Dataset entries

- - -

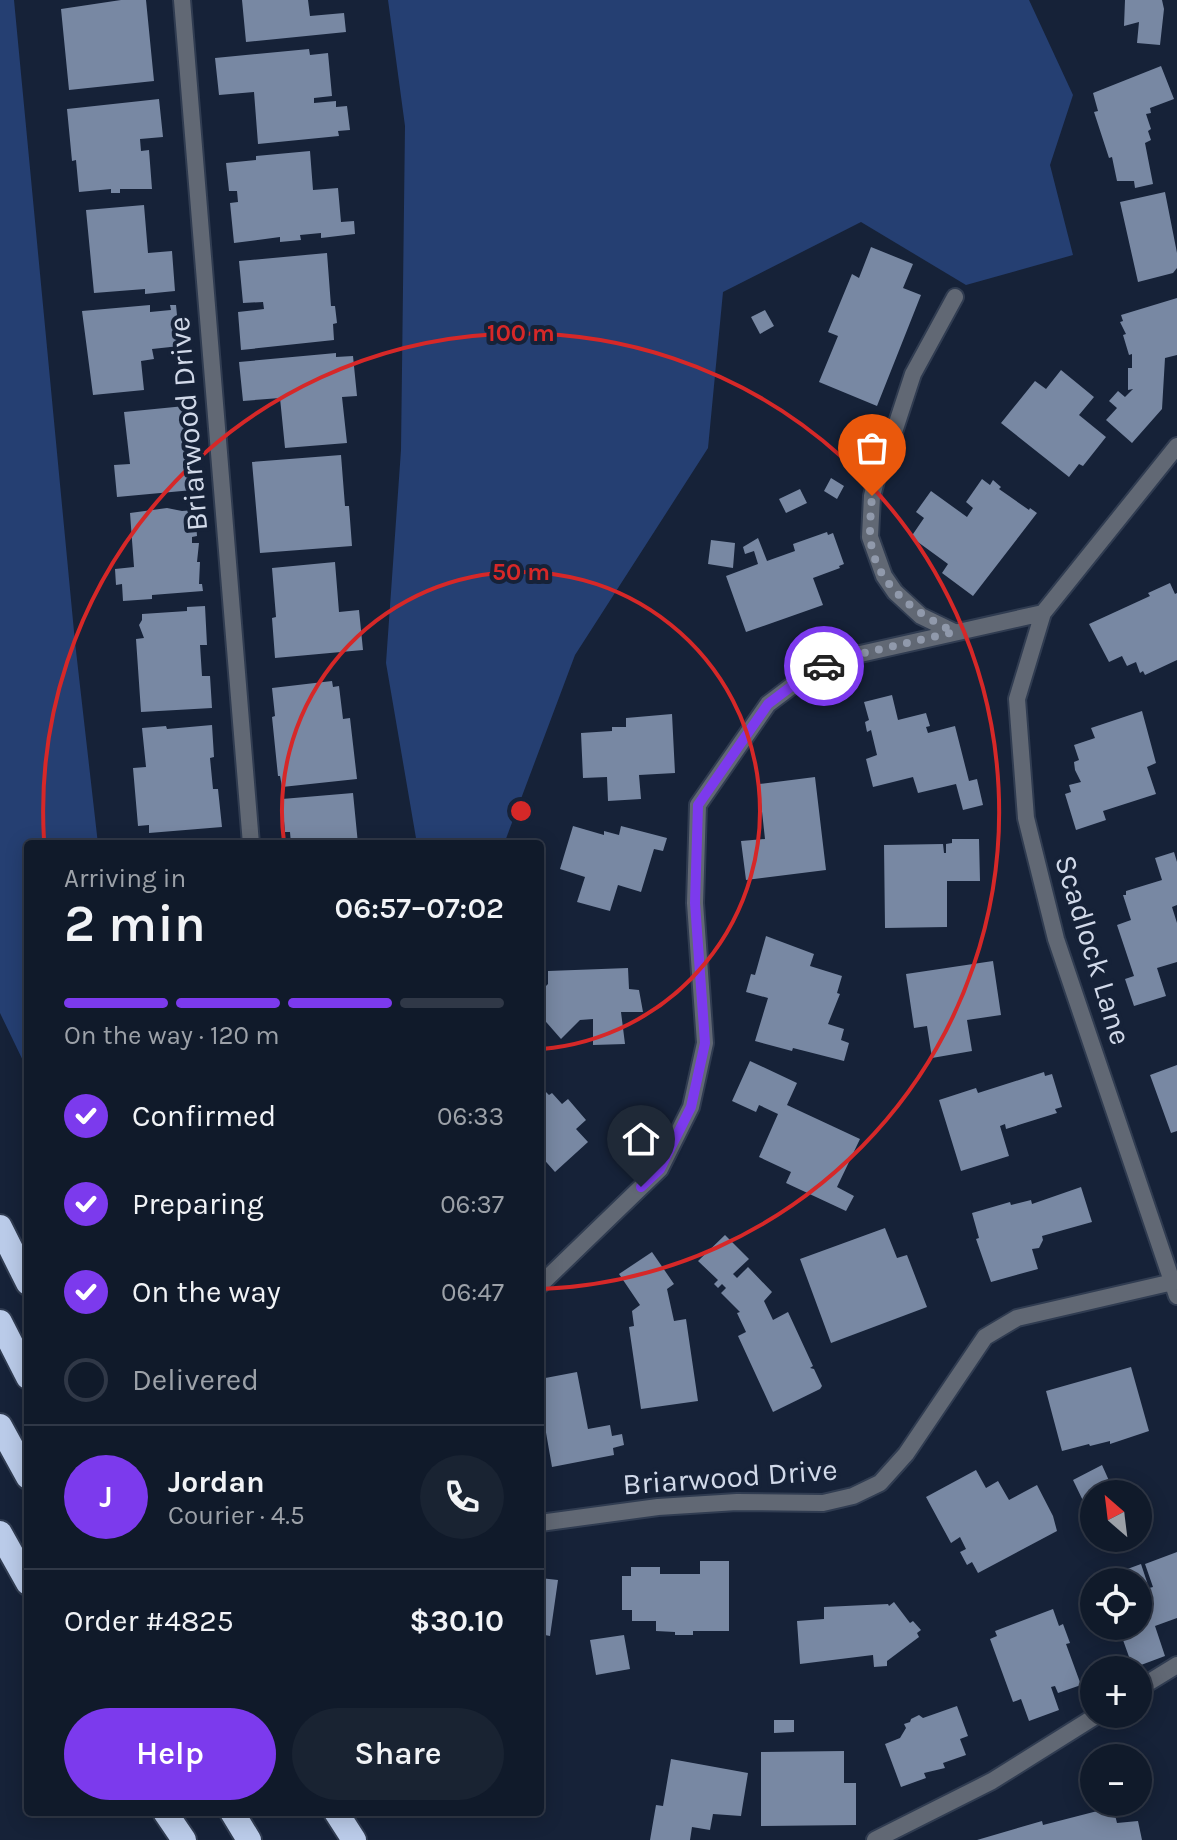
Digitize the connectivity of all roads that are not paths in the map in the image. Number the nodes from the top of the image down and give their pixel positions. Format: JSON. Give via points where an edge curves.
{"nodes":[{"id":1,"x":182,"y":0,"type":"edge"},
{"id":2,"x":955,"y":297,"type":"dead end"},
{"id":3,"x":1177,"y":446,"type":"edge"},
{"id":4,"x":1043,"y":613,"type":"junction"},
{"id":5,"x":954,"y":632,"type":"junction"},
{"id":6,"x":251,"y":840,"type":"edge"},
{"id":7,"x":0,"y":1227,"type":"edge"},
{"id":8,"x":24,"y":1275,"type":"edge"},
{"id":9,"x":544,"y":1281,"type":"edge"},
{"id":10,"x":1175,"y":1289,"type":"edge"},
{"id":11,"x":0,"y":1322,"type":"edge"},
{"id":12,"x":24,"y":1369,"type":"edge"},
{"id":13,"x":0,"y":1426,"type":"edge"},
{"id":14,"x":24,"y":1470,"type":"edge"},
{"id":15,"x":544,"y":1522,"type":"edge"},
{"id":16,"x":0,"y":1533,"type":"edge"},
{"id":17,"x":24,"y":1576,"type":"edge"},
{"id":18,"x":1177,"y":1665,"type":"edge"},
{"id":19,"x":1152,"y":1680,"type":"edge"},
{"id":20,"x":1080,"y":1726,"type":"edge"},
{"id":21,"x":168,"y":1816,"type":"edge"},
{"id":22,"x":234,"y":1816,"type":"edge"},
{"id":23,"x":339,"y":1816,"type":"edge"},
{"id":24,"x":184,"y":1840,"type":"edge"},
{"id":25,"x":249,"y":1840,"type":"edge"},
{"id":26,"x":354,"y":1840,"type":"edge"},
{"id":27,"x":875,"y":1840,"type":"edge"}],
"edges":[{"from":1,"to":6,"type":"street","name":"Briarwood Drive"},
{"from":2,"to":5,"type":"street","via":[[913,374],[880,465],[870,537],[895,592],[921,616]]},
{"from":3,"to":4,"type":"street"},
{"from":4,"to":5,"type":"street"},
{"from":4,"to":10,"type":"street","name":"Scadlock Lane","via":[[1017,699],[1026,818],[1056,939]]},
{"from":5,"to":9,"type":"street","via":[[838,659],[805,676],[768,704],[698,805],[695,903],[705,1043],[691,1107],[660,1169]]},
{"from":7,"to":8,"type":"highway"},
{"from":10,"to":15,"type":"street","name":"Briarwood Drive","via":[[1017,1318],[985,1337],[906,1454],[880,1483],[853,1496],[823,1503],[658,1507]]},
{"from":11,"to":12,"type":"highway"},
{"from":13,"to":14,"type":"highway"},
{"from":16,"to":17,"type":"highway"},
{"from":18,"to":19,"type":"street"},
{"from":20,"to":27,"type":"street","via":[[992,1781]]},
{"from":21,"to":24,"type":"highway"},
{"from":22,"to":25,"type":"highway"},
{"from":23,"to":26,"type":"highway"}]}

- - -

▶ TASK TO COMPLETE
Wherever the word "street" appears in a line of the data above, copy that line.

▶ COMPLETED TASK
"edges":[{"from":1,"to":6,"type":"street","name":"Briarwood Drive"},
{"from":2,"to":5,"type":"street","via":[[913,374],[880,465],[870,537],[895,592],[921,616]]},
{"from":3,"to":4,"type":"street"},
{"from":4,"to":5,"type":"street"},
{"from":4,"to":10,"type":"street","name":"Scadlock Lane","via":[[1017,699],[1026,818],[1056,939]]},
{"from":5,"to":9,"type":"street","via":[[838,659],[805,676],[768,704],[698,805],[695,903],[705,1043],[691,1107],[660,1169]]},
{"from":10,"to":15,"type":"street","name":"Briarwood Drive","via":[[1017,1318],[985,1337],[906,1454],[880,1483],[853,1496],[823,1503],[658,1507]]},
{"from":18,"to":19,"type":"street"},
{"from":20,"to":27,"type":"street","via":[[992,1781]]},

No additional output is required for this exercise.